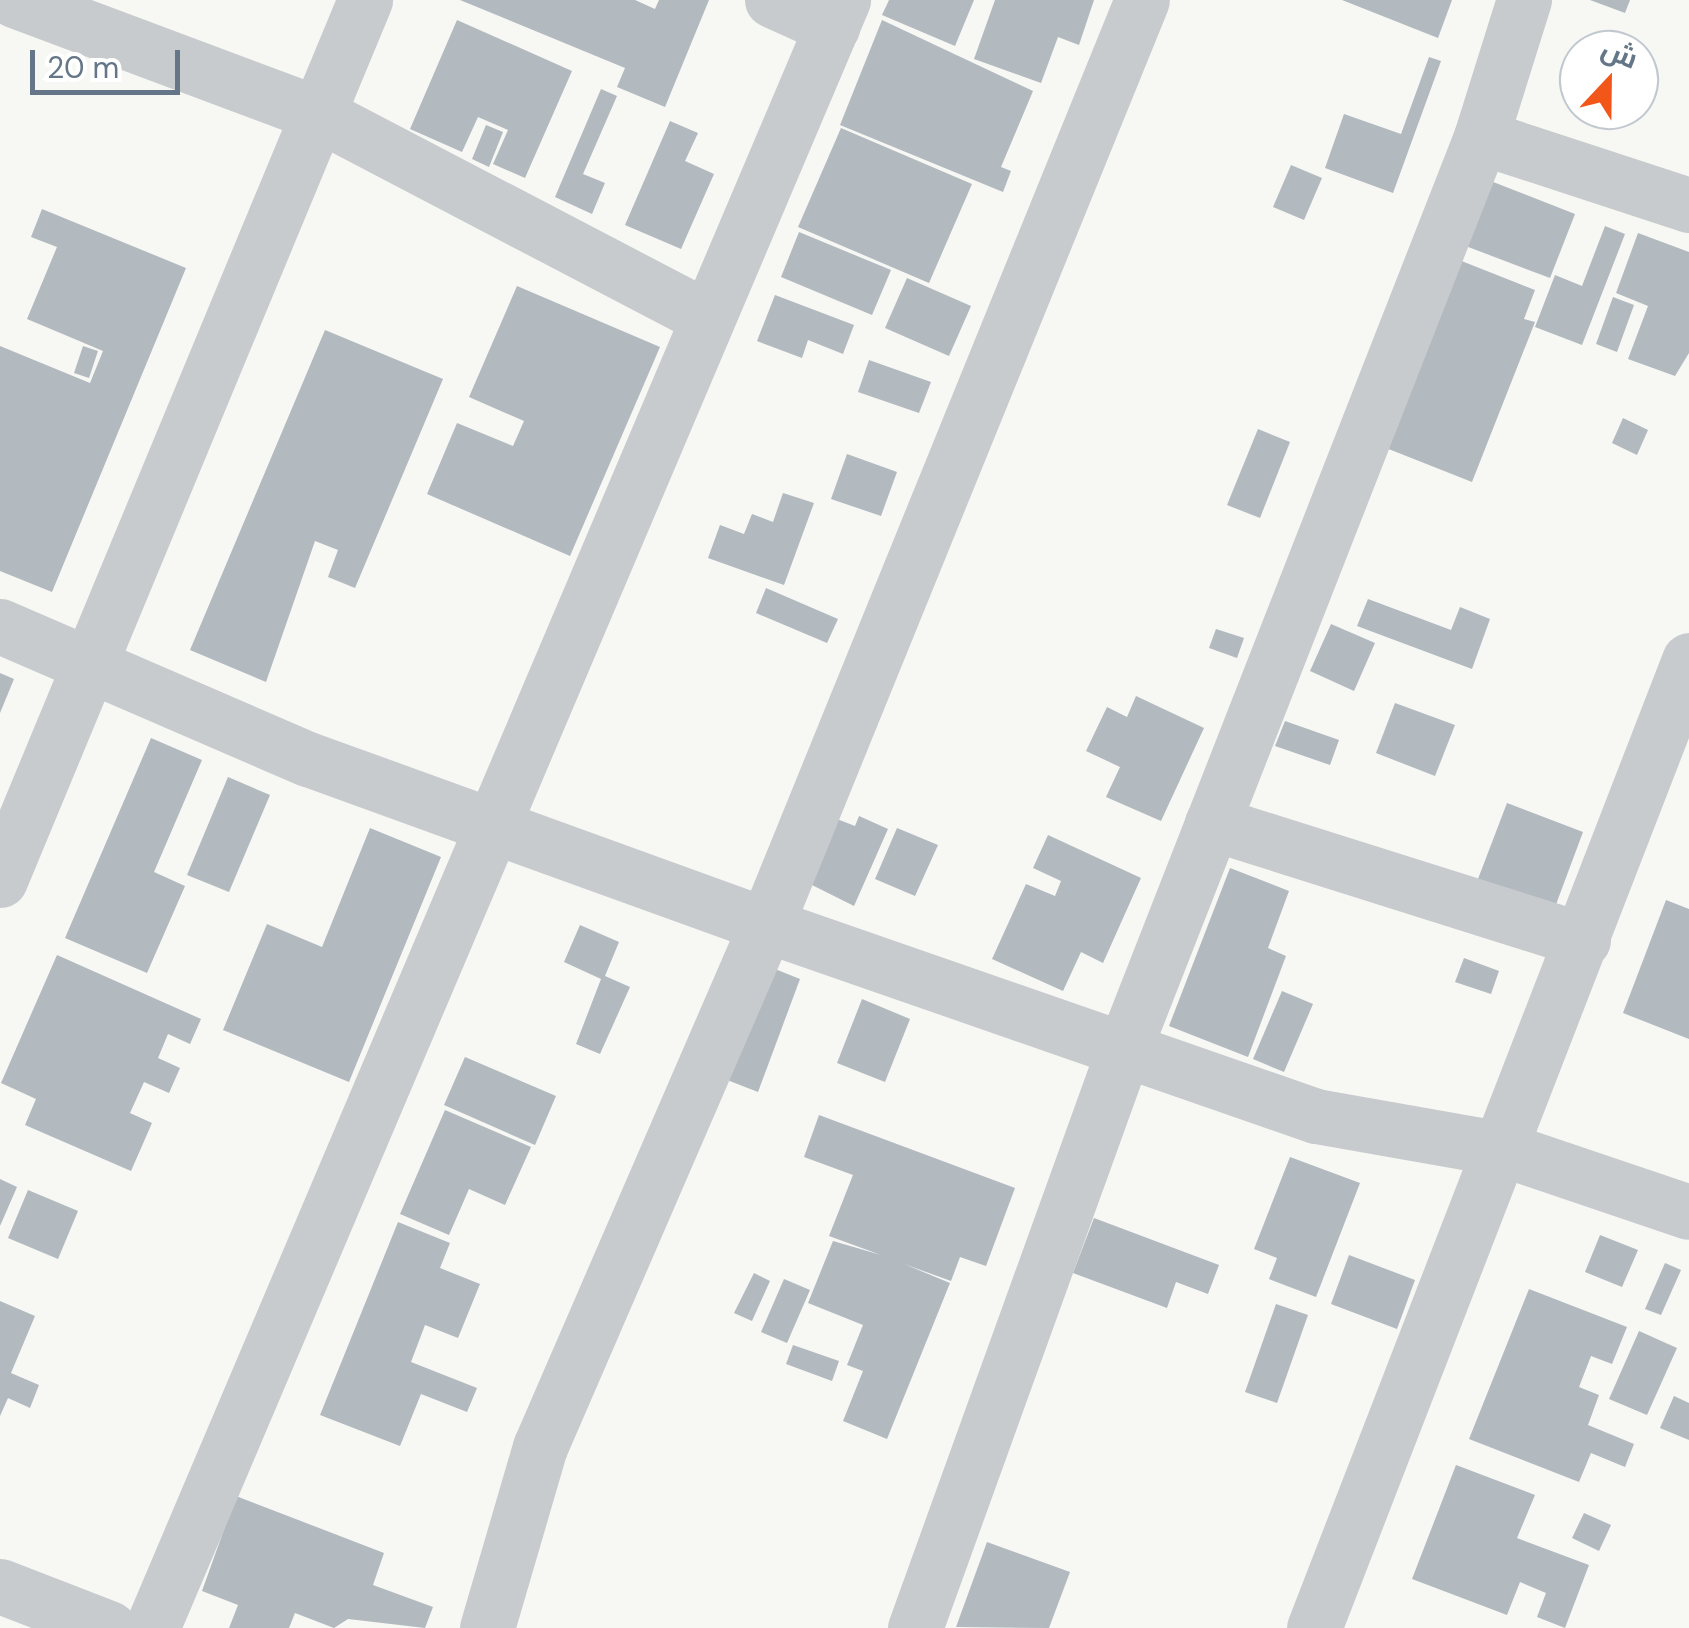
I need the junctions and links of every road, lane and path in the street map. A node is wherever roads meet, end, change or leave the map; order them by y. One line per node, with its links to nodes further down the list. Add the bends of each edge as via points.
1 (14, 0): 7 (street)
2 (365, 0): 7 (street)
3 (772, 0): 6 (street)
4 (1142, 0): 17 (street)
5 (1524, 0): 8 (street)
6 (837, 14): 10 (street)
7 (316, 112): 10 (street); 13 (street)
8 (1481, 137): 9 (street); 14 (street)
9 (1689, 204)
10 (706, 317): 15 (street)
11 (0, 626): 13 (street)
12 (1689, 660): 18 (street)
13 (83, 662): 15 (street, via 308,760); 16 (street)
14 (1212, 823): 18 (street); 19 (street)
15 (498, 824): 17 (street); 24 (street)
16 (0, 880)
17 (766, 926): 19 (street); 25 (street, via 540,1447)
18 (1584, 940): 20 (street)
19 (1124, 1050): 20 (street, via 1316,1116); 26 (street)
20 (1502, 1149): 21 (street); 27 (street)
21 (1689, 1212)
22 (0, 1586): 23 (street)
23 (109, 1628)
24 (152, 1628)
25 (487, 1628)
26 (915, 1628)
27 (1314, 1628)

=-=-=-=-=

### YOUR ASSIGNMENT
Your copy should match the entries exactly, minus the pictures.

### EXPECTED ANSWER
I need the junctions and links of every road, lane and path in the street map. A node is wherever roads meet, end, change or leave the map; order them by y. One line per node, with its links to nodes further down the list. Add the bends of each edge as via points.
1 (14, 0): 7 (street)
2 (365, 0): 7 (street)
3 (772, 0): 6 (street)
4 (1142, 0): 17 (street)
5 (1524, 0): 8 (street)
6 (837, 14): 10 (street)
7 (316, 112): 10 (street); 13 (street)
8 (1481, 137): 9 (street); 14 (street)
9 (1689, 204)
10 (706, 317): 15 (street)
11 (0, 626): 13 (street)
12 (1689, 660): 18 (street)
13 (83, 662): 15 (street, via 308,760); 16 (street)
14 (1212, 823): 18 (street); 19 (street)
15 (498, 824): 17 (street); 24 (street)
16 (0, 880)
17 (766, 926): 19 (street); 25 (street, via 540,1447)
18 (1584, 940): 20 (street)
19 (1124, 1050): 20 (street, via 1316,1116); 26 (street)
20 (1502, 1149): 21 (street); 27 (street)
21 (1689, 1212)
22 (0, 1586): 23 (street)
23 (109, 1628)
24 (152, 1628)
25 (487, 1628)
26 (915, 1628)
27 (1314, 1628)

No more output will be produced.